# Another new xdm 9mm owner



## rcr14 (Feb 9, 2009)

Picked it up on wed. schedule has not allowed me to get it to the range:smt022. I had the 4" xd&xdm in my hands and the xdm said "buy me".


----------



## cavie187 (Nov 30, 2008)

Money well spent. I have just broken the 1500rnd mark in my XDM40 that I bought in November. 

Enjoy!


----------



## Madhouse27 (Feb 22, 2009)

*I'm in too!*

RCR14, I'm in the same boat with you. I got mine on Monday and have had one meeting or another every night this week. I can't wait to go put some rounds through it. I too had the XD9 and the XDM9 side by side and the XDM was talking a little louder to me. I bowed out of some ice fishing plans tommorrow in order to go try it out. I'll report in with my initial thoughts.
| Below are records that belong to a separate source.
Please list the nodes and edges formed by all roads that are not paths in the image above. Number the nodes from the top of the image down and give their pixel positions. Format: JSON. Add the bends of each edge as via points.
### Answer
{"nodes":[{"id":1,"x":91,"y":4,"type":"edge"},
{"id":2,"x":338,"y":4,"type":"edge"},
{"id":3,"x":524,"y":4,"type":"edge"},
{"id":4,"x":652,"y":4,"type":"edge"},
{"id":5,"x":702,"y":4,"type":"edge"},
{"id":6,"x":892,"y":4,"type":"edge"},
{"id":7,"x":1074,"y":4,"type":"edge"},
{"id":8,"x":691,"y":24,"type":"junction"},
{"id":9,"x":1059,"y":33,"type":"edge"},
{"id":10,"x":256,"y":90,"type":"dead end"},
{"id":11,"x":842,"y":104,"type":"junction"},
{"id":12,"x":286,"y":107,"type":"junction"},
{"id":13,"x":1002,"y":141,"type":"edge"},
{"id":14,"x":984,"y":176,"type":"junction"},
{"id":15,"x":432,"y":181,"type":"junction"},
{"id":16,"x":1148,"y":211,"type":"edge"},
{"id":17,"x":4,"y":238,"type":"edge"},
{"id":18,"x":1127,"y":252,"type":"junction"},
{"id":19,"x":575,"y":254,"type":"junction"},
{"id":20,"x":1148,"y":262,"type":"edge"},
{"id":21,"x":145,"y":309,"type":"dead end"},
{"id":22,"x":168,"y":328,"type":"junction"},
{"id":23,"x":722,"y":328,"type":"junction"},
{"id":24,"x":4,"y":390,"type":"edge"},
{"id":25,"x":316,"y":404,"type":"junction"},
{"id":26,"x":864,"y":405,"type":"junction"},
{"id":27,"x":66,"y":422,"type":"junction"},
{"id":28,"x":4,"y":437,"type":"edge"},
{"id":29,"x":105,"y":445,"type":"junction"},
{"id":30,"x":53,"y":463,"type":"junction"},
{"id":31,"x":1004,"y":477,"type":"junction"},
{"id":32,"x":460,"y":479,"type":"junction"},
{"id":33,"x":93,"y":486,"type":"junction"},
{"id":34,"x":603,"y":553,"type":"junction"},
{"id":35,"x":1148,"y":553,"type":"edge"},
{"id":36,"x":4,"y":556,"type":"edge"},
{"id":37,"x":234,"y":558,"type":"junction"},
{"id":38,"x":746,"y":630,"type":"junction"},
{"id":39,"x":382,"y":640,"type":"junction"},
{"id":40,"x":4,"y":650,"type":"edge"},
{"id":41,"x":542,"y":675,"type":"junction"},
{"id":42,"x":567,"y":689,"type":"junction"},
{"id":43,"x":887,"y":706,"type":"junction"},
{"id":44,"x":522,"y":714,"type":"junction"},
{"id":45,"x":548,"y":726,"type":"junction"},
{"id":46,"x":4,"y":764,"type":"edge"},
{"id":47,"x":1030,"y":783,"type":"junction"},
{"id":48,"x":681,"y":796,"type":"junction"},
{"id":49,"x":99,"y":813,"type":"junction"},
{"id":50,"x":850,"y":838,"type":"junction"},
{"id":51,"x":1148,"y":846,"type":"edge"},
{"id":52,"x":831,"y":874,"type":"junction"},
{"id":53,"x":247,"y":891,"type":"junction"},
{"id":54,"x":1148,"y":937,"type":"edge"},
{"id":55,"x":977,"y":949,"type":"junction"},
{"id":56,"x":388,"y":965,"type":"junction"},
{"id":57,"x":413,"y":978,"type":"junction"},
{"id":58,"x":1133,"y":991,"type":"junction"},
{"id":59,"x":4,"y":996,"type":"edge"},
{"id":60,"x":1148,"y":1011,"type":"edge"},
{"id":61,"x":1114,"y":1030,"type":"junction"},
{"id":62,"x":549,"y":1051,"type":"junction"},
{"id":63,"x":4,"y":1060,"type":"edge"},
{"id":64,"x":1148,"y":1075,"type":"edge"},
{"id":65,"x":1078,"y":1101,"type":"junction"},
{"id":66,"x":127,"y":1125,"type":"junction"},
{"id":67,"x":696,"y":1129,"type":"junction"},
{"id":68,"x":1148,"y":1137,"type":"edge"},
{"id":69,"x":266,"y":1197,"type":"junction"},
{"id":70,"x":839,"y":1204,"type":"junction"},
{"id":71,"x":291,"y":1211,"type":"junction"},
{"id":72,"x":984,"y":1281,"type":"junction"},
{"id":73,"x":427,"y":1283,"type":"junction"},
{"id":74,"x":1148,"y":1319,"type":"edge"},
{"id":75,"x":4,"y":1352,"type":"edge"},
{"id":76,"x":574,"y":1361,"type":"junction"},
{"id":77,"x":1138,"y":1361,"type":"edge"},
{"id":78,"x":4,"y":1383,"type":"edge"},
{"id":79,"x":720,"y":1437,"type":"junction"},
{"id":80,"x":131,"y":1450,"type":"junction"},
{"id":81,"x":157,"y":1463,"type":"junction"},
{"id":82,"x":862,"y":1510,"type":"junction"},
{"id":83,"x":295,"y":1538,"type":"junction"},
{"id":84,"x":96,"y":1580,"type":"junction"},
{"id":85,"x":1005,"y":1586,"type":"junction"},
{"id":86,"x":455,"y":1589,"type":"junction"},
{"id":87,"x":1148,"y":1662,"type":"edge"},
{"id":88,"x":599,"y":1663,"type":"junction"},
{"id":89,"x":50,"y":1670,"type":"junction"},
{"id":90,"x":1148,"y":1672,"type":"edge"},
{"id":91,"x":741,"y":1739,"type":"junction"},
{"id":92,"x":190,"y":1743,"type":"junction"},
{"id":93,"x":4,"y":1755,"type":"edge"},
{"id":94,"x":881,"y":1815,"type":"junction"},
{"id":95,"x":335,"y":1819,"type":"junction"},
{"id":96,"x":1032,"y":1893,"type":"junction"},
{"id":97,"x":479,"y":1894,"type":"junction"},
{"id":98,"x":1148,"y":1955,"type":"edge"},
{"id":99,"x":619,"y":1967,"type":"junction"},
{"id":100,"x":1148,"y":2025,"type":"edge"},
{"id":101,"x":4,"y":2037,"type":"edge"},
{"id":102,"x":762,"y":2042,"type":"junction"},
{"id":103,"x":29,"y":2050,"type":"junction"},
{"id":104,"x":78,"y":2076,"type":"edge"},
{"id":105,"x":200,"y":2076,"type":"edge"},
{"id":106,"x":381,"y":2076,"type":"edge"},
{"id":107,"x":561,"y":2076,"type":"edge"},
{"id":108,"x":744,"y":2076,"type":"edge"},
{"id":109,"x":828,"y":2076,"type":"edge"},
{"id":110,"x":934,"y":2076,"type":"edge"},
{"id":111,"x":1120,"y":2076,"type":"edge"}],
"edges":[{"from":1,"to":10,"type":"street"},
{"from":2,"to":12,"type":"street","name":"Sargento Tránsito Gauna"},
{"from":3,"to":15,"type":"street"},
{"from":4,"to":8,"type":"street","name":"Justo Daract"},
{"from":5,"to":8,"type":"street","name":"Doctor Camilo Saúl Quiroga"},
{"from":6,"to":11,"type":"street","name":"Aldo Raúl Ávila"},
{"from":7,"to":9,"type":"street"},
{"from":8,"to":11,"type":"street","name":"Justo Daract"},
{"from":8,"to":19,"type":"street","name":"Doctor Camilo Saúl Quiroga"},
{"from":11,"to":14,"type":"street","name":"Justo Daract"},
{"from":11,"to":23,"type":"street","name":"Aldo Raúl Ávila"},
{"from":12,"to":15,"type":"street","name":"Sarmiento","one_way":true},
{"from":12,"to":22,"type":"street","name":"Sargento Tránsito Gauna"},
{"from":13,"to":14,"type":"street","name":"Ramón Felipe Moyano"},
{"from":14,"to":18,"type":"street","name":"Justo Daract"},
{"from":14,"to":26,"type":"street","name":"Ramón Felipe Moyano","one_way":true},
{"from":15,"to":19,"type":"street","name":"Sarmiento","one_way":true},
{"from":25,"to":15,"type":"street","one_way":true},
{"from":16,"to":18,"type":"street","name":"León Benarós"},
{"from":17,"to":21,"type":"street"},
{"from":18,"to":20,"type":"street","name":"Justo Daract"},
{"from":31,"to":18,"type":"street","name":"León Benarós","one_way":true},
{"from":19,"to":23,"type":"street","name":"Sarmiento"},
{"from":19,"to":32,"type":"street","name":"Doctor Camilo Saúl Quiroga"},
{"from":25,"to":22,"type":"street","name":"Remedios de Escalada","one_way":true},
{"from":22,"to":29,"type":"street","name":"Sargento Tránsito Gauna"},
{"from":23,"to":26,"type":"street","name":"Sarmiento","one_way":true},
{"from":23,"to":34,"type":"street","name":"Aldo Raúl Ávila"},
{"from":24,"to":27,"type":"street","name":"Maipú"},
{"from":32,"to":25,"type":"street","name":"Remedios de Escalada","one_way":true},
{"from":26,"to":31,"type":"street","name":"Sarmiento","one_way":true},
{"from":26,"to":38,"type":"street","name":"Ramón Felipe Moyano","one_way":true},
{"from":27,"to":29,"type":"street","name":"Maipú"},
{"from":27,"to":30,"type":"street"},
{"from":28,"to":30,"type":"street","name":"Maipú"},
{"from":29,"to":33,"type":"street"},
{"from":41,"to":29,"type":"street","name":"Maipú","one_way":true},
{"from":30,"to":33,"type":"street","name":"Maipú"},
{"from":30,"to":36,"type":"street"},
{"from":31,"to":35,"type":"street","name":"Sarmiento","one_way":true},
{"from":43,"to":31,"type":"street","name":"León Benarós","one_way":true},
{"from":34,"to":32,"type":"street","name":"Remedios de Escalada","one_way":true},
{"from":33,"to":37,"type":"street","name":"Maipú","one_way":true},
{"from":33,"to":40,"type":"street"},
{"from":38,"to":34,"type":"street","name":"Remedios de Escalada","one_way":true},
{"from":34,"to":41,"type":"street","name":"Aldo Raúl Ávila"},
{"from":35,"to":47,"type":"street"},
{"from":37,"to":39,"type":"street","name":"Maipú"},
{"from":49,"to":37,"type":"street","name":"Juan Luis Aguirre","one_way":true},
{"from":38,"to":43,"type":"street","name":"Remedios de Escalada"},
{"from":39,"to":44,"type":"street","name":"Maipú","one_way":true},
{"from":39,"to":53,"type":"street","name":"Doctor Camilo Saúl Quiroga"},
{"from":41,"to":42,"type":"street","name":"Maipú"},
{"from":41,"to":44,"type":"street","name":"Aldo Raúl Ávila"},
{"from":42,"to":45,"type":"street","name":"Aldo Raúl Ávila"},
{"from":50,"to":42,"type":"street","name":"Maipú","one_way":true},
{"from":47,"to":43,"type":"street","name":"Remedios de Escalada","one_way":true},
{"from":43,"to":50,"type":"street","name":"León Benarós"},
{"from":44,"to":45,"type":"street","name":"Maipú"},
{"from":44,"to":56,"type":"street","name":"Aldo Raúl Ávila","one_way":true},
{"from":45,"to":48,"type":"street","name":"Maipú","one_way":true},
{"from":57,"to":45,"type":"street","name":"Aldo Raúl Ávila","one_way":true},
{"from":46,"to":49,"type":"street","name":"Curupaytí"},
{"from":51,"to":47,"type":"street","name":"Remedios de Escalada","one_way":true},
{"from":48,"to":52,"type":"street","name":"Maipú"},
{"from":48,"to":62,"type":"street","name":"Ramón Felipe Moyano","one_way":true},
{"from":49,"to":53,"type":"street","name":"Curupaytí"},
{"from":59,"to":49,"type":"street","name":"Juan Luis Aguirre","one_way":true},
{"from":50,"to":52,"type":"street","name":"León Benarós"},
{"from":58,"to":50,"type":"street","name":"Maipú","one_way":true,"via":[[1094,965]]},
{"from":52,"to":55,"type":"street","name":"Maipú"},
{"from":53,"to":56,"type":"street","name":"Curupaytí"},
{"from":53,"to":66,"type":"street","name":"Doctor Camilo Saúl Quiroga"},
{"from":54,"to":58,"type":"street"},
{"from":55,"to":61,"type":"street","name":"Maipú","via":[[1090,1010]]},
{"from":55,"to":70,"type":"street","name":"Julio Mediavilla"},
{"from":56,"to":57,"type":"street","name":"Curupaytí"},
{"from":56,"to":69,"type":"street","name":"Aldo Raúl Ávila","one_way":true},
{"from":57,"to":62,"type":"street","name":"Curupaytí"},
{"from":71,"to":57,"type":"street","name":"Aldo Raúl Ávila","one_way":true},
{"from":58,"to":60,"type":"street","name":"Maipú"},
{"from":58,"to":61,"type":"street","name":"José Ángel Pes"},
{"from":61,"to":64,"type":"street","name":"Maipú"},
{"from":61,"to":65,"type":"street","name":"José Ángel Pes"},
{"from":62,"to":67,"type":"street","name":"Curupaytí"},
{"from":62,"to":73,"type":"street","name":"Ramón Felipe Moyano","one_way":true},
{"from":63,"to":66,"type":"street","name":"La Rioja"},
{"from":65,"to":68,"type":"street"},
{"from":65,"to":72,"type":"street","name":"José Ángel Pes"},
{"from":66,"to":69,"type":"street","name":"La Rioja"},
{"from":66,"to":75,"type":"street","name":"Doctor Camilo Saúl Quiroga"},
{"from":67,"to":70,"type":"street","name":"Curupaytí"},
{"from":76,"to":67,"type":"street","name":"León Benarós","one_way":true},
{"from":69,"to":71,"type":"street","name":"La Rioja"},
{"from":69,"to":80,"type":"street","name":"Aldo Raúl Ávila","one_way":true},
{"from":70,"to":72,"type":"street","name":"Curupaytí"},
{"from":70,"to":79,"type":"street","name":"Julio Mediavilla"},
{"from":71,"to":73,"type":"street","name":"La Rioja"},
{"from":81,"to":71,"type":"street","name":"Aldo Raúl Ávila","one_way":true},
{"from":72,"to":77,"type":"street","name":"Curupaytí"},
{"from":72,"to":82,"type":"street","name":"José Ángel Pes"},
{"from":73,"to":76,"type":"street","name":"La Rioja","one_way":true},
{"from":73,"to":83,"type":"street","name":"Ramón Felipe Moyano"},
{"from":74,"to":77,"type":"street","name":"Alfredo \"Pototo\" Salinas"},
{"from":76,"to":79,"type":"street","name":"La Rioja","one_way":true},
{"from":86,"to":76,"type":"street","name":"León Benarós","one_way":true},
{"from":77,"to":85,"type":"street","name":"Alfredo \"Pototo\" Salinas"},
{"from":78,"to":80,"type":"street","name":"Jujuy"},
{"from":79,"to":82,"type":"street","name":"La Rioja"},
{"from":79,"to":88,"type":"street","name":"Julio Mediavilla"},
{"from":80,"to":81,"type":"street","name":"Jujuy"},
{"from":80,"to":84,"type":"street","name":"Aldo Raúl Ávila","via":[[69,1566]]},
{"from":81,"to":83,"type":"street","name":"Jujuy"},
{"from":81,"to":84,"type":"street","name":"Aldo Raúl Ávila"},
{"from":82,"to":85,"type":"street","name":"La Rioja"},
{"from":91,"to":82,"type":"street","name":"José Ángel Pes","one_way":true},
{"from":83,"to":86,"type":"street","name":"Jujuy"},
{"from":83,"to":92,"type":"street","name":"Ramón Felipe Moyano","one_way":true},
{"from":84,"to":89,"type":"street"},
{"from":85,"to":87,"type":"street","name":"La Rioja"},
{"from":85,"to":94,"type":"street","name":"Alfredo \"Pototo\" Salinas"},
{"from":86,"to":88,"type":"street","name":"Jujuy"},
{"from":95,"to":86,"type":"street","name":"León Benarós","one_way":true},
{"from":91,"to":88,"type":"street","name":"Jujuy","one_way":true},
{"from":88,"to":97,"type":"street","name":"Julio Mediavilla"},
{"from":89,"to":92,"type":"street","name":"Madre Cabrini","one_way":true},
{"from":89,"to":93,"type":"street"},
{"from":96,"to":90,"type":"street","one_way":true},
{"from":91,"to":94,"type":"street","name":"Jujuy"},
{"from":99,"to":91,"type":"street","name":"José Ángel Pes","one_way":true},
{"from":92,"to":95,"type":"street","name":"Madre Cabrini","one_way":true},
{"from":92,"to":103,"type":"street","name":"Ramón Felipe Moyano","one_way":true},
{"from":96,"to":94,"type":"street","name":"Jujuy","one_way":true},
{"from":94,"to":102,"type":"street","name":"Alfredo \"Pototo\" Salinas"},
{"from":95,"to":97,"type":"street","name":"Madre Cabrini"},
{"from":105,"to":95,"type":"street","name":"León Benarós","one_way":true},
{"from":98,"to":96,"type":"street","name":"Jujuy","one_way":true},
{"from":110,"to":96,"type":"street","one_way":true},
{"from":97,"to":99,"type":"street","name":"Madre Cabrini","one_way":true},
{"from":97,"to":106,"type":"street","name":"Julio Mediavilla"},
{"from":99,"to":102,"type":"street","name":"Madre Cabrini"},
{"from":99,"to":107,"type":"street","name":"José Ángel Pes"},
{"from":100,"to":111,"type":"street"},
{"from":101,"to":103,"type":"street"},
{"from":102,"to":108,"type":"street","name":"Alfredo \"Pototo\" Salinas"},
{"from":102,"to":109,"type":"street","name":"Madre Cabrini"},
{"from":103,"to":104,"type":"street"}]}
Please do the same.


----------



## rpriore (Feb 17, 2009)

:smt168Must have been the week for xdm 9 pick ups because just like rcr14 I also got my new xdm 9 on wednesday, but I am going to wait until march 3rd to put any rounds through it because being newb to semi-auto pistols I have a one on one training course with an instructer for safety and operation of the pistol. :smt168


----------



## JasBrit (Jan 21, 2009)

Looking forward to your impressions, all of you that just got yours. I have an XD 45 and while I really like it, I can't afford the ammo for much practice. I am considering adding a 9mm to the collection so that I can go to the range more often. Keep me posted on how it does!


----------



## diskgolfer109 (Feb 19, 2009)

does anyone with the xdm9 have trouble with the magazine speed loader?
the piece thats supposed to go into the mag on mine is to wide and will not fit. ive talked to a few people and its made for both the .40 and 9 together and the people with the .40 say it works fine ,but ive spoken toa few with the 9 that have the same problem as me, think im gonna take some sandpaper to it to help it fit in the mag, its just a smigen to wide and i dont wanna try to pry the mag lips wider, even after i put a bullet in mag its still to wide to push that round down to load the next one


----------



## Madhouse27 (Feb 22, 2009)

*loader trouble*

Diskgolfer, Man I thought it was just me. It seems like they threw the wrong one in the case. I wonder if there is an XDM specific loader available?


----------



## BigHoss2 (Aug 5, 2008)

I also got my new xdm9 on Wensday, but I was able to shoot a IDPA practice match that night. I'm impressed. this gun is very comfortable to shoot. only had 12 down out of 75 rounds. this is my new compition gun. so far so good.Hoss


----------



## nanahara (Mar 4, 2009)

nice post


----------



## artman (Mar 2, 2009)

I just picked up my XD(M) 9mm last Thursday and love it!!! Put about 200 rounds through it already. Initial impressions= I likey. :smt023


----------